→ WORK ORDER
Below are the records; copy exactly the stretch from the line containing "Turn the roads" through the line containing "Digitize the connectivity of the", both ends included, and nothing else.

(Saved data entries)
+ + + + + + +
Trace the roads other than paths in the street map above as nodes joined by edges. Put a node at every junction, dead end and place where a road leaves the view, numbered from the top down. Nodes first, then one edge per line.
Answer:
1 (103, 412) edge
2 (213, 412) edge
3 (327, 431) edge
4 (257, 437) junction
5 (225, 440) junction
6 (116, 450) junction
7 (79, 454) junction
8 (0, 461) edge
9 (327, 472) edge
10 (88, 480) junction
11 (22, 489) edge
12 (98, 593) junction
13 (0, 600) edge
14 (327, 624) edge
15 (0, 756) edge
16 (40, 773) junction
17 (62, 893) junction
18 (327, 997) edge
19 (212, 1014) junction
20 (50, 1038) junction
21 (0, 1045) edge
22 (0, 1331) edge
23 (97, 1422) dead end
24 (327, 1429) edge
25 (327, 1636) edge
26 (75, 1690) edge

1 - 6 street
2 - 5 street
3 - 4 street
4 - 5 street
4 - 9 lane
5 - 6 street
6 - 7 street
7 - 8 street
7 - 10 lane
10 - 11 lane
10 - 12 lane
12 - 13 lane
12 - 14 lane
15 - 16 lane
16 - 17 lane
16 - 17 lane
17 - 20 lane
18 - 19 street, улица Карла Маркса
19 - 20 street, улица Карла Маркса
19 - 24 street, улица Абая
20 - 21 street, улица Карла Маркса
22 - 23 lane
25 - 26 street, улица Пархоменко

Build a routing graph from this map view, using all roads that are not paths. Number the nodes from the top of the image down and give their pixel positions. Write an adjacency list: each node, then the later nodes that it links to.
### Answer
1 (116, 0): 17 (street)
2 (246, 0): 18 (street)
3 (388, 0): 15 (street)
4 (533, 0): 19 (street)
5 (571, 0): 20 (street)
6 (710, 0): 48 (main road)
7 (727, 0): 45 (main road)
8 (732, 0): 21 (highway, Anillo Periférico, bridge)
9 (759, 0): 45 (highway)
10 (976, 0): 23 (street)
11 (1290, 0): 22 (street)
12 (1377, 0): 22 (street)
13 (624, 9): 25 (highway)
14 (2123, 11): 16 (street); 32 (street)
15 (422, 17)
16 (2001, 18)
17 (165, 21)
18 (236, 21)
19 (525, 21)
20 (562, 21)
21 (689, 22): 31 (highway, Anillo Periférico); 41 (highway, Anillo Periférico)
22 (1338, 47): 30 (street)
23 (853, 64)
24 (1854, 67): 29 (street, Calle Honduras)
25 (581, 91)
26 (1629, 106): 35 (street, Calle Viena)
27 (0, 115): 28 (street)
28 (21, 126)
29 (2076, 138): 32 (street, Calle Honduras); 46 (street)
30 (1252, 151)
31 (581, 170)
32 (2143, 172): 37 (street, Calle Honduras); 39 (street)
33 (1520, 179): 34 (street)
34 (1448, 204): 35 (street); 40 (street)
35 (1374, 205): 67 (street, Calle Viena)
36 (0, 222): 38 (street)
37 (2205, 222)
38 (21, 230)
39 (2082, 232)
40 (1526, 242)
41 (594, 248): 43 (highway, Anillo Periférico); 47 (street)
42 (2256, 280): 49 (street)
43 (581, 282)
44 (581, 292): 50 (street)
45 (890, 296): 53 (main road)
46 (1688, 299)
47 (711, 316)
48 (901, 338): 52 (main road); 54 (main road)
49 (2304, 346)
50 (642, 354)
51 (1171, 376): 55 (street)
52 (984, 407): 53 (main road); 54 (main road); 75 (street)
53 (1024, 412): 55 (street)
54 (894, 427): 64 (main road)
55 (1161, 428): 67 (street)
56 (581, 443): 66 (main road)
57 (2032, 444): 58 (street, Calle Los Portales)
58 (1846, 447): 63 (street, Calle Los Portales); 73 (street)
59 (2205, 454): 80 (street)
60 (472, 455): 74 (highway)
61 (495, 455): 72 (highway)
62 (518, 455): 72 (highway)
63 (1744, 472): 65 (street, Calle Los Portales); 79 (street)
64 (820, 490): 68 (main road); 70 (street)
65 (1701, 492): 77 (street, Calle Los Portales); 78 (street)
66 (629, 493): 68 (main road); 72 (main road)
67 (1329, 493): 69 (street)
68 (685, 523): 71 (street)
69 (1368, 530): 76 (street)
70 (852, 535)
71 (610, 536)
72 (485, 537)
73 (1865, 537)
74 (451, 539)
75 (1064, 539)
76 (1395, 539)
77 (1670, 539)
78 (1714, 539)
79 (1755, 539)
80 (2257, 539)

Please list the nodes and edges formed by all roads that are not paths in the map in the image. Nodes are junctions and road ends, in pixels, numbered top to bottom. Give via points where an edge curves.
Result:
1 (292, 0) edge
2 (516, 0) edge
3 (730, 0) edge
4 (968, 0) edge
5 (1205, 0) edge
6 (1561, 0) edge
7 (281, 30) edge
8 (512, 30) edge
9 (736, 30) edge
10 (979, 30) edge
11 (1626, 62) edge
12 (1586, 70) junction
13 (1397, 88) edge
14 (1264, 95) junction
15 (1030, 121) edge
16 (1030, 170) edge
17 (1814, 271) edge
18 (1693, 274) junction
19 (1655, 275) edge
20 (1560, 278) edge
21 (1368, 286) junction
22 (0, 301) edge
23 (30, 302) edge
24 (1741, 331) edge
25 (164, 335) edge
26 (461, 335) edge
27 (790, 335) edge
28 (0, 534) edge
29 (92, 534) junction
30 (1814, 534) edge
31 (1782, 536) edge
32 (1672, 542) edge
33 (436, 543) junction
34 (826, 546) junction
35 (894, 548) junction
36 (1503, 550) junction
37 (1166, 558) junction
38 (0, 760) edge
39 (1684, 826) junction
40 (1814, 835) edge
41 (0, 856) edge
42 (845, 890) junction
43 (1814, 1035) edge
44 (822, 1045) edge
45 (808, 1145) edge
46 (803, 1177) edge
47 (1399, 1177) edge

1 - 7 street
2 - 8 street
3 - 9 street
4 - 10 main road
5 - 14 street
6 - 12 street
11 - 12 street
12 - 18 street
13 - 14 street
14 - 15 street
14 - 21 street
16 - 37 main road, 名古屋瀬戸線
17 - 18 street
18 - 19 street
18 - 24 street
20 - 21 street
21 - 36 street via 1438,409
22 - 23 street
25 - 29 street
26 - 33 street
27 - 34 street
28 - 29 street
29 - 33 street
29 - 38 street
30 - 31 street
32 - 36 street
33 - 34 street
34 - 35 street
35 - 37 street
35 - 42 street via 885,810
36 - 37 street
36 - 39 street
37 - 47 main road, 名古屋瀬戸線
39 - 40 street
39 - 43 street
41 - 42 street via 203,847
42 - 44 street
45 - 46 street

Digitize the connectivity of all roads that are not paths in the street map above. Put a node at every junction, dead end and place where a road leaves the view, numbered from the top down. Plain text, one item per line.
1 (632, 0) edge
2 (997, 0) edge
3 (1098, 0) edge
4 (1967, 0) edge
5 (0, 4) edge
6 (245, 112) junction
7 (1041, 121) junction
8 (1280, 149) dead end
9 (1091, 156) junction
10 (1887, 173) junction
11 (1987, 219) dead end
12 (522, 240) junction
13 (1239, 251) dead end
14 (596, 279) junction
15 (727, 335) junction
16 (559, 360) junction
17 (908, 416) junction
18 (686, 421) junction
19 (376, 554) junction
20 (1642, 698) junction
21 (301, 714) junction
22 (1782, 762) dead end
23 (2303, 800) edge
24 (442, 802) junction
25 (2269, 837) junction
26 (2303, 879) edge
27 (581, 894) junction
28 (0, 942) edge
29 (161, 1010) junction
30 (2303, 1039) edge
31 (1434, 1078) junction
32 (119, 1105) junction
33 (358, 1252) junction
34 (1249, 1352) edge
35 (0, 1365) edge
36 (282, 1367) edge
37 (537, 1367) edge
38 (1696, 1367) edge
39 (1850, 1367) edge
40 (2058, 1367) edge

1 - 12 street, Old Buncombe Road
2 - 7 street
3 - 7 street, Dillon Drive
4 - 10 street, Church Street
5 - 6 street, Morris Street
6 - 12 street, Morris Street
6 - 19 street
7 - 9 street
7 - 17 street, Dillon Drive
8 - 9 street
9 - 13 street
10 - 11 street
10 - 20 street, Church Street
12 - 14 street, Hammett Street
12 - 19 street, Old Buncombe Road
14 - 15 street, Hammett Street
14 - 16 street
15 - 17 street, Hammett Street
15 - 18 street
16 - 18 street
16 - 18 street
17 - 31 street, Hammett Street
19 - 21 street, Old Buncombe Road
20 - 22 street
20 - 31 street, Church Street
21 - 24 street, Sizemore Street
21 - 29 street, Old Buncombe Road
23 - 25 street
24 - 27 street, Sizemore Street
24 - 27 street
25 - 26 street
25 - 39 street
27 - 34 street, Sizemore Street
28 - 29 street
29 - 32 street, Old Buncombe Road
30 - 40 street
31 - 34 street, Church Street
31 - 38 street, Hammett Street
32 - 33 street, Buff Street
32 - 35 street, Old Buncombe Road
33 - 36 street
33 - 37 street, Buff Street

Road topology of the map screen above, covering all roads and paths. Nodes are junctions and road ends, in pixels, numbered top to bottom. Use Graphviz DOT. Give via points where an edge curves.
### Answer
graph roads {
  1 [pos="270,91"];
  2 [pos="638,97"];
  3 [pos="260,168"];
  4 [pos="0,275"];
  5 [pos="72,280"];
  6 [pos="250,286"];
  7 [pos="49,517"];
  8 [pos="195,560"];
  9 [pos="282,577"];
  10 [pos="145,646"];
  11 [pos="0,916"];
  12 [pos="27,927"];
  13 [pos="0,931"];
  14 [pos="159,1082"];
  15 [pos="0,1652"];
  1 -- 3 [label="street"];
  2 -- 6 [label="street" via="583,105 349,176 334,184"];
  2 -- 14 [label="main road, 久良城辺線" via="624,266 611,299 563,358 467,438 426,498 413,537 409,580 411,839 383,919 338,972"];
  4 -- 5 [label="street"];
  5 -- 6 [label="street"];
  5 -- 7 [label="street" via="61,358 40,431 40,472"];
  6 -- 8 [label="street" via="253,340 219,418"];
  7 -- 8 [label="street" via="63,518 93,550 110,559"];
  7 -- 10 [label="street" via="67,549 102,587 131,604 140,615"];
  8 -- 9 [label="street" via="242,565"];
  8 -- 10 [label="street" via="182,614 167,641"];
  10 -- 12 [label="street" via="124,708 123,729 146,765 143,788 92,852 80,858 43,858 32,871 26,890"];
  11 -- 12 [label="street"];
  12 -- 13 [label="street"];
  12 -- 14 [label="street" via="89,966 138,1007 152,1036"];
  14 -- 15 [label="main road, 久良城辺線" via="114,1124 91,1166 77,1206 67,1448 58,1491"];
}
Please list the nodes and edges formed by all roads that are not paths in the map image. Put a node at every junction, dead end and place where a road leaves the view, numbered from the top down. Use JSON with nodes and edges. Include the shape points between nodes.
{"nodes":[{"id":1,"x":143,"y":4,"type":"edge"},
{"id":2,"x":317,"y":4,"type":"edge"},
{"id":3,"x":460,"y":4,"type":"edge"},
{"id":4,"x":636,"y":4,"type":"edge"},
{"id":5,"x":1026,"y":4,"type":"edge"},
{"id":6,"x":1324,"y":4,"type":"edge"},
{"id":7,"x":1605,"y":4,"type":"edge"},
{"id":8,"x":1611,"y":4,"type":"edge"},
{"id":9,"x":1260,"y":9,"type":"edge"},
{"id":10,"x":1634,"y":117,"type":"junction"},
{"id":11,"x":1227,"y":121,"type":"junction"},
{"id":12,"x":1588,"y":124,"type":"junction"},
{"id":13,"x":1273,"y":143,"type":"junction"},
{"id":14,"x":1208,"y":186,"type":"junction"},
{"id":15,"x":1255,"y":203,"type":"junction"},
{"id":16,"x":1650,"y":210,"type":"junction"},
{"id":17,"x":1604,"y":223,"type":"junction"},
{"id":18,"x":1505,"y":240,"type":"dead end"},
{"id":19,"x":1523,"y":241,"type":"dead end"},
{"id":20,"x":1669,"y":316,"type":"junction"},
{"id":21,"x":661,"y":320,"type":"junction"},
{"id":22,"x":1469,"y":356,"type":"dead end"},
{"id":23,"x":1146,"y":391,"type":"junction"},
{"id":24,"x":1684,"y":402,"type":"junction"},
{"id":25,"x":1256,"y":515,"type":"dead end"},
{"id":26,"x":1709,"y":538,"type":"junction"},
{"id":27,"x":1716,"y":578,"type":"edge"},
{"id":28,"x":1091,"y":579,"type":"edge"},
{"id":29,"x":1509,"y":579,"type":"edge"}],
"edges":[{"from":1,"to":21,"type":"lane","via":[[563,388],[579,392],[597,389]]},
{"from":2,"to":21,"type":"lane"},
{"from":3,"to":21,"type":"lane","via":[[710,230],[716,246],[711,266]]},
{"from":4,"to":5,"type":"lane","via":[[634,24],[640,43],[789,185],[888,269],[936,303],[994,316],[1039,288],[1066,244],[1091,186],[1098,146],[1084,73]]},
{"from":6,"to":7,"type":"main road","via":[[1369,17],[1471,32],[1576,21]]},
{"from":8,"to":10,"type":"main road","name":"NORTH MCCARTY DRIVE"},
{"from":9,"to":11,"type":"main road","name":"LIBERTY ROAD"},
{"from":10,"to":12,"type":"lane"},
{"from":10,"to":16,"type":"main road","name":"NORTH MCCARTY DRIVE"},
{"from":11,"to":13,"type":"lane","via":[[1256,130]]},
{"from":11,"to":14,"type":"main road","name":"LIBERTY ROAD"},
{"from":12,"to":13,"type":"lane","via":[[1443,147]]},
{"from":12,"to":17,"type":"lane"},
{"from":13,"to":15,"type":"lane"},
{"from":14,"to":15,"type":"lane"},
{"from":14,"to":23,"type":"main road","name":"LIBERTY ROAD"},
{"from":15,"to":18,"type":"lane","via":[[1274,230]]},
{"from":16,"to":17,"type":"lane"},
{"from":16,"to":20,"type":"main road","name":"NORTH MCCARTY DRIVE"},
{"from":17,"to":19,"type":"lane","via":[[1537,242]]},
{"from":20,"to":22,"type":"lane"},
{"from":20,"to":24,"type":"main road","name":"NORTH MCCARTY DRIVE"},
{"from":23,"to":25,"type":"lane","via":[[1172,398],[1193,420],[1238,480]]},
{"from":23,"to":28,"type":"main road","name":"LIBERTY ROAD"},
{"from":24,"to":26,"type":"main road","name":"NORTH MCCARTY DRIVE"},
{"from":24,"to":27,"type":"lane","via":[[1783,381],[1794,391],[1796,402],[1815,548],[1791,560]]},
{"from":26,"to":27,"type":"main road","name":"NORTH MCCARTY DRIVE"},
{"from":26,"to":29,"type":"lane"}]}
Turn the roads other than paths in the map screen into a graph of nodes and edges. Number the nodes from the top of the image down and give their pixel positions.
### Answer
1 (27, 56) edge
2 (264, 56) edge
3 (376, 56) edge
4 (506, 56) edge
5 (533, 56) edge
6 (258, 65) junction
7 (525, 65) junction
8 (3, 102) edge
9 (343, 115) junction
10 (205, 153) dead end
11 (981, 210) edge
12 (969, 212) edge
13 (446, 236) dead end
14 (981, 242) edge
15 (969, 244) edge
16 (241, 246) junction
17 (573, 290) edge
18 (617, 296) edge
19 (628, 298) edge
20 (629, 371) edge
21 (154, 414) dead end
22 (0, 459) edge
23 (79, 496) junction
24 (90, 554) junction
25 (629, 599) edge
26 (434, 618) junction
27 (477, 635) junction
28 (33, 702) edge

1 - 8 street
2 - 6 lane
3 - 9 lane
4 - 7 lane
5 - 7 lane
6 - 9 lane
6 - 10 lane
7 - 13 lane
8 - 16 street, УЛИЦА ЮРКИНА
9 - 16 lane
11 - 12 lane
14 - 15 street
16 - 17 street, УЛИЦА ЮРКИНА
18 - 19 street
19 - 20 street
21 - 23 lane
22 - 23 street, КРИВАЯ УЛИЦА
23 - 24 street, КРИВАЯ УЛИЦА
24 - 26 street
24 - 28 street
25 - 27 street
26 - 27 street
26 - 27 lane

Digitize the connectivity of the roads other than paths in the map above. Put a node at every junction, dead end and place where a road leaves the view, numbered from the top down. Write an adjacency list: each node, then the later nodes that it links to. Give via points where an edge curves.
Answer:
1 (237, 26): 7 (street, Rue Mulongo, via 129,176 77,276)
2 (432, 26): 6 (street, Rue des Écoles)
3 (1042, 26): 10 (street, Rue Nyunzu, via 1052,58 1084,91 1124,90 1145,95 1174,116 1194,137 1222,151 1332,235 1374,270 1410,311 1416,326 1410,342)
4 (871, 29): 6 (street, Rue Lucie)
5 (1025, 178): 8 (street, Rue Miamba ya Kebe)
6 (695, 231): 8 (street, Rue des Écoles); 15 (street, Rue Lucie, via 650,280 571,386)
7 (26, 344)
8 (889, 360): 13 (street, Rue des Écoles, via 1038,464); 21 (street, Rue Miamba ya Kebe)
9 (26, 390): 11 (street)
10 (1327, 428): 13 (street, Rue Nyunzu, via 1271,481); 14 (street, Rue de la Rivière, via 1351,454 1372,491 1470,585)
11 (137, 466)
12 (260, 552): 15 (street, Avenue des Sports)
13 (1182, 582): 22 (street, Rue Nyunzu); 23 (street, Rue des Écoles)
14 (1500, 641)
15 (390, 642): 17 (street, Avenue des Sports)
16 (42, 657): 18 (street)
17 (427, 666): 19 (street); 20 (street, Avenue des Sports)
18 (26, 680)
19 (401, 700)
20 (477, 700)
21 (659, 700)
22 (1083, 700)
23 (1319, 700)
+ + + + + + +
→ EXERCISE OUTPUT
Turn the roads other than paths in the map screen into a graph of nodes and edges. Number the nodes from the top of the image down and give their pixel positions.
### Answer
1 (27, 56) edge
2 (264, 56) edge
3 (376, 56) edge
4 (506, 56) edge
5 (533, 56) edge
6 (258, 65) junction
7 (525, 65) junction
8 (3, 102) edge
9 (343, 115) junction
10 (205, 153) dead end
11 (981, 210) edge
12 (969, 212) edge
13 (446, 236) dead end
14 (981, 242) edge
15 (969, 244) edge
16 (241, 246) junction
17 (573, 290) edge
18 (617, 296) edge
19 (628, 298) edge
20 (629, 371) edge
21 (154, 414) dead end
22 (0, 459) edge
23 (79, 496) junction
24 (90, 554) junction
25 (629, 599) edge
26 (434, 618) junction
27 (477, 635) junction
28 (33, 702) edge

1 - 8 street
2 - 6 lane
3 - 9 lane
4 - 7 lane
5 - 7 lane
6 - 9 lane
6 - 10 lane
7 - 13 lane
8 - 16 street, УЛИЦА ЮРКИНА
9 - 16 lane
11 - 12 lane
14 - 15 street
16 - 17 street, УЛИЦА ЮРКИНА
18 - 19 street
19 - 20 street
21 - 23 lane
22 - 23 street, КРИВАЯ УЛИЦА
23 - 24 street, КРИВАЯ УЛИЦА
24 - 26 street
24 - 28 street
25 - 27 street
26 - 27 street
26 - 27 lane

Digitize the connectivity of the roads other than paths in the map above. Put a node at every junction, dead end and place where a road leaves the view, numbered from the top down. Write an adjacency list: each node, then the later nodes that it links to. Give via points where an edge curves.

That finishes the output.